Faith and Sanctification
Berkouwer approaches social concern from a Biblical and Reformed perspective. In Ephesians 2:8-10, the emphases ‘by grace’ and ‘through faith’ lead directly on to the emphasis ‘for good works’. Berkouwer underscores this connection between ‘Sola Fide and Sanctification’ (Chapter II, pp. 17-44). He emphasizes that the true nature of good works cannot be understood apart from Christ who is our ’sanctification’ (1 Corinthians 1:30) (p. 21). Sanctification is not ‘the humanly operated successor to the divinely worked justification (p. 78). ‘Genuine sanctification’ has a ‘continued orientation toward justification’ (p. 78). Berkouwer emphasizes the ‘by grace … through faith’ context in which the ‘for good works’ character of sanctification expresses itself. He draws attention to the nature of the Spirit’s work in sanctification: ‘The Spirit alone could perform the miracle of making man walk on the road of sanctity without a sense of his own worth’ (p. 78).
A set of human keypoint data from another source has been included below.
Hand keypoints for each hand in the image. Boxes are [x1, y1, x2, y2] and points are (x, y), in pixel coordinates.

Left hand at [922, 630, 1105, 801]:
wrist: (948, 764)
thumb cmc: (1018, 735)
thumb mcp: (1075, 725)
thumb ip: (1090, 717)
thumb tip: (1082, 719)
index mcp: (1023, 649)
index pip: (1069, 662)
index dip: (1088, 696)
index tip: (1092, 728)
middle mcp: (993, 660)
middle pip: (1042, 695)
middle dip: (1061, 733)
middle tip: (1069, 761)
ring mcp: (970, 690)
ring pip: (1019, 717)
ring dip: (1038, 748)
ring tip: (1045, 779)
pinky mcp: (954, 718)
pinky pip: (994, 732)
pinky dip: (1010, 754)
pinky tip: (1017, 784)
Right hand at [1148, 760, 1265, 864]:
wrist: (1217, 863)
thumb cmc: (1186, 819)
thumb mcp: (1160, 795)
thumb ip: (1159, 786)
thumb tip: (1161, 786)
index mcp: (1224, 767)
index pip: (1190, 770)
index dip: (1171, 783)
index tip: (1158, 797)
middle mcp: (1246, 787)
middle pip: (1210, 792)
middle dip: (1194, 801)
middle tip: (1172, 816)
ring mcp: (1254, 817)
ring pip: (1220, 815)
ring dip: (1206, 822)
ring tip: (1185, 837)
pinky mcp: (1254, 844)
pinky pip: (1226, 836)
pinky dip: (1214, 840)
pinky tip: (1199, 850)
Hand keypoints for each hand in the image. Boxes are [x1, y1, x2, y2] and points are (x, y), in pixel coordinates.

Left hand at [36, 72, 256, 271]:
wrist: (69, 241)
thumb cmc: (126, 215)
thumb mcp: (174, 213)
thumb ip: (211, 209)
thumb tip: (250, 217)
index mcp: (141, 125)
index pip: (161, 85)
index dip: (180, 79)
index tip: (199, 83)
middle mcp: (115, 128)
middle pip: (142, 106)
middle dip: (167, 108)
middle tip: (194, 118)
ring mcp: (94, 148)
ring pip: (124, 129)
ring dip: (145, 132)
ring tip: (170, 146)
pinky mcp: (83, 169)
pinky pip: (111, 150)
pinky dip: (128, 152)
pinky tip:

The life of sanctification has a gracious character which Berkouwer observes in the parable of the unprofitable servants (p. 41) and a social context which he sees in the parable of the good Samaritan (A Half Century of Theology, p. 191). A Reformed theology, grounded in the ‘Scripture alone’ principle, seeks to rightly represent the purpose of Scripture - ‘to instruct you for salvation through faith in Christ Jesus … that the man of God may be complete, equipped for every good work (2 Timothy3:15, 17). Berkouwer, in his discussion entitled ‘The Imitation of Christ’ (Chapter VII, pp. 135-160), emphasizes both the gracious character and the social context of the Biblical teaching concerning sanctification.